At the 350 m point, Dragon held its position relative to the Space Station and performed its customary 180° yaw maneuver to properly align its grappling port into the correct orientation for the Canadarm2 to grab the craft at the end of its approach sequence.
With all going well, Dragon received a “go” from Mission Control Houston (MCC-H) and Mission Control Hawthorne (MCC-X) to proceed from the 350 m hold point to the 250 m hold point – where additional checks of Dragon’s systems and alignment with the ISS were performed.
(NOTE: The following times are provided by NASA and represent the pre-planned rendezvous timeline. SpaceX Dragons routinely out-perform these estimated times, arriving at key points in the rendezvous ahead of the published schedule.)
Upon departure of the 250 m hold point, which had been expected to occur at 05:34 EDT (09:34 UTC) – but was ahead of schedule – Dragon cruised slowly upward toward the ISS to a distance of just 30 m.
Once at a distance of 30 m, Dragon held its as MCC-H and MCC-X confirm with each other as well as NASA astronauts Ricky Arnold and Drew Feustel (working in the Robotics Works Station in the Cupola module of the Station) that all is ready for Dragon’s final approach to Station.
The “go” was given and Dragon depart the 30 m hold point at 06:00 EDT (10:00 UTC) – again ahead of schedule – and arrived at its Capture Point 10 m below the International Space Station at 06:12 EDT (10:12 UTC).
An option for a night time capture wasn’t taken, moving the grapple to within daylight conditions.
Arnold and Feustel worked through their checklist and grabbed Dragon with the Canadarm2 at approximately 06:54 EDT (10:54 UTC) on Monday, 2 July.
Installation of Dragon to Node-2/Harmony’s Nadir (Earth-facing) Common Berthing Mechanism followed roughly 2.5 hrs later.
Since its launch in April 2001 aboard the Space Shuttle Endeavour on the STS-100 mission, the Canadarm2 has been an integral part of the International Space Station and a critical element in the assembly of the huge truss and modular elements of the orbital lab delivered by various Space Shuttle flights.
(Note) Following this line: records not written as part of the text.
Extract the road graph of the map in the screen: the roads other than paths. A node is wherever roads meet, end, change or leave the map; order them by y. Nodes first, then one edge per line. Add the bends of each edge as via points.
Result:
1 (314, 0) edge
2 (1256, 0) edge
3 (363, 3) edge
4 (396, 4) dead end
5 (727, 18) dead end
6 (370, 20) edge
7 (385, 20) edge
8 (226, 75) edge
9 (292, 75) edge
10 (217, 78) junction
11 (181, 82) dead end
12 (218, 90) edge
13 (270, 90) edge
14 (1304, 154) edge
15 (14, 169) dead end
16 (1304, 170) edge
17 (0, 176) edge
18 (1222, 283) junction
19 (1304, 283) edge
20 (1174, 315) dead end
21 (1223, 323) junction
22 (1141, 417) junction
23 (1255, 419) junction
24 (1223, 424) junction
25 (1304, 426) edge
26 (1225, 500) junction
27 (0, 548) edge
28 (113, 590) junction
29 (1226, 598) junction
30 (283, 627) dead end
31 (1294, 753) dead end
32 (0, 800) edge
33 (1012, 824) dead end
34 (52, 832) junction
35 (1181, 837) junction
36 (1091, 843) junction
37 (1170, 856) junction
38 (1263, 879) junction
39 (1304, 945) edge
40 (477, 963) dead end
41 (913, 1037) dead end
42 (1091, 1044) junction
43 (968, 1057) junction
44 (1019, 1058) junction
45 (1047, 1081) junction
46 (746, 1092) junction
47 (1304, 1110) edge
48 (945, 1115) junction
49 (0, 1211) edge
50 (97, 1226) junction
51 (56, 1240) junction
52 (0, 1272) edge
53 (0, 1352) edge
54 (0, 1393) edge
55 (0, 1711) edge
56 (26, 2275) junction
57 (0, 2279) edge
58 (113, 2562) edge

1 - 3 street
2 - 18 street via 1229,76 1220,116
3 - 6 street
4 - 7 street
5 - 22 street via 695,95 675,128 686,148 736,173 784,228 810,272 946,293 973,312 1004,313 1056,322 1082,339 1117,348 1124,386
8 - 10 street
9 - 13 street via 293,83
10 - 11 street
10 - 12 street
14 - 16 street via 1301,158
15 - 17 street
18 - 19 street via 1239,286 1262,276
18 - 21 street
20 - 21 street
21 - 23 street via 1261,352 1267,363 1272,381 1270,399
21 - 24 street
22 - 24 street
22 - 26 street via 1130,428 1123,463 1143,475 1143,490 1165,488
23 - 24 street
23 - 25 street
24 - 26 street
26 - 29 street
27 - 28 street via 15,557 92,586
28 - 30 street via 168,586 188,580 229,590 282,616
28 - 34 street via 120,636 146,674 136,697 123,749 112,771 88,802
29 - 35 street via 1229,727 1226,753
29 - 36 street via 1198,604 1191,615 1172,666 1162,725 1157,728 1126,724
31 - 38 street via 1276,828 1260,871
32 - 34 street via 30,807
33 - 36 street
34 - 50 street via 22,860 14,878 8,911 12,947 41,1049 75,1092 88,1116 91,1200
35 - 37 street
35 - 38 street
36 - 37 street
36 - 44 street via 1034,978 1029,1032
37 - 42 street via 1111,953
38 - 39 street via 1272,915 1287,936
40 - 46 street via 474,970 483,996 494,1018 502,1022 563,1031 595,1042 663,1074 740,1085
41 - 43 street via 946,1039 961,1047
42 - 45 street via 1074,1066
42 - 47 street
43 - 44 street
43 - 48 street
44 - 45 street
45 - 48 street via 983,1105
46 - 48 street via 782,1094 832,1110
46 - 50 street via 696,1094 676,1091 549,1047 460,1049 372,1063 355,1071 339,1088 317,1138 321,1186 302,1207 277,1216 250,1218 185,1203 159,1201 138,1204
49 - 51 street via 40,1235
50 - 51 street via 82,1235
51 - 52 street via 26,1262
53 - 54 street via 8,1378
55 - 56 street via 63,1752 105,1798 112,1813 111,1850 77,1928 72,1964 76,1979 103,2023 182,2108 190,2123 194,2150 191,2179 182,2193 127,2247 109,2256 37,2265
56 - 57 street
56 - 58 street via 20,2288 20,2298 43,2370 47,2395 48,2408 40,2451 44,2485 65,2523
But the arm also has a much different and important role for Station, that of grabbing arriving visiting vehicles to the USOS (United States Operating Segment) that do not have the ability to docked to the Station themselves.
This grapple and berthing method for USOS vehicles was first demonstrated with the arrival of the first H-II Transfer Vehicle (HTV), also called Kounotori, from the Japan Aerospace Exploration Agency (JAXA) on 17 September 2009, when the visiting vehicle arrived 10 m below the International Space Station with the crew of the Station then reaching out with Canadarm2 to grab the Kounotori and berth it to one of the Common Berthing Mechanism ports on Station.
With today’s arrival of the CRS-15 Dragon, Canadarm2 has now performed 30 grapples of arriving spacecraft at the Station.
Moreover, CRS-15 dragon is bringing up a spare Latching End Effector (LEE) unit for the Canadarm2. Last year, one of the two LEEs on Canadarm2 – components that allow the arm to grapple objects as well as translate around the exterior of the Station – experienced a malfunction, and the decision was made to replace it with one of two spare LEEs already on Station.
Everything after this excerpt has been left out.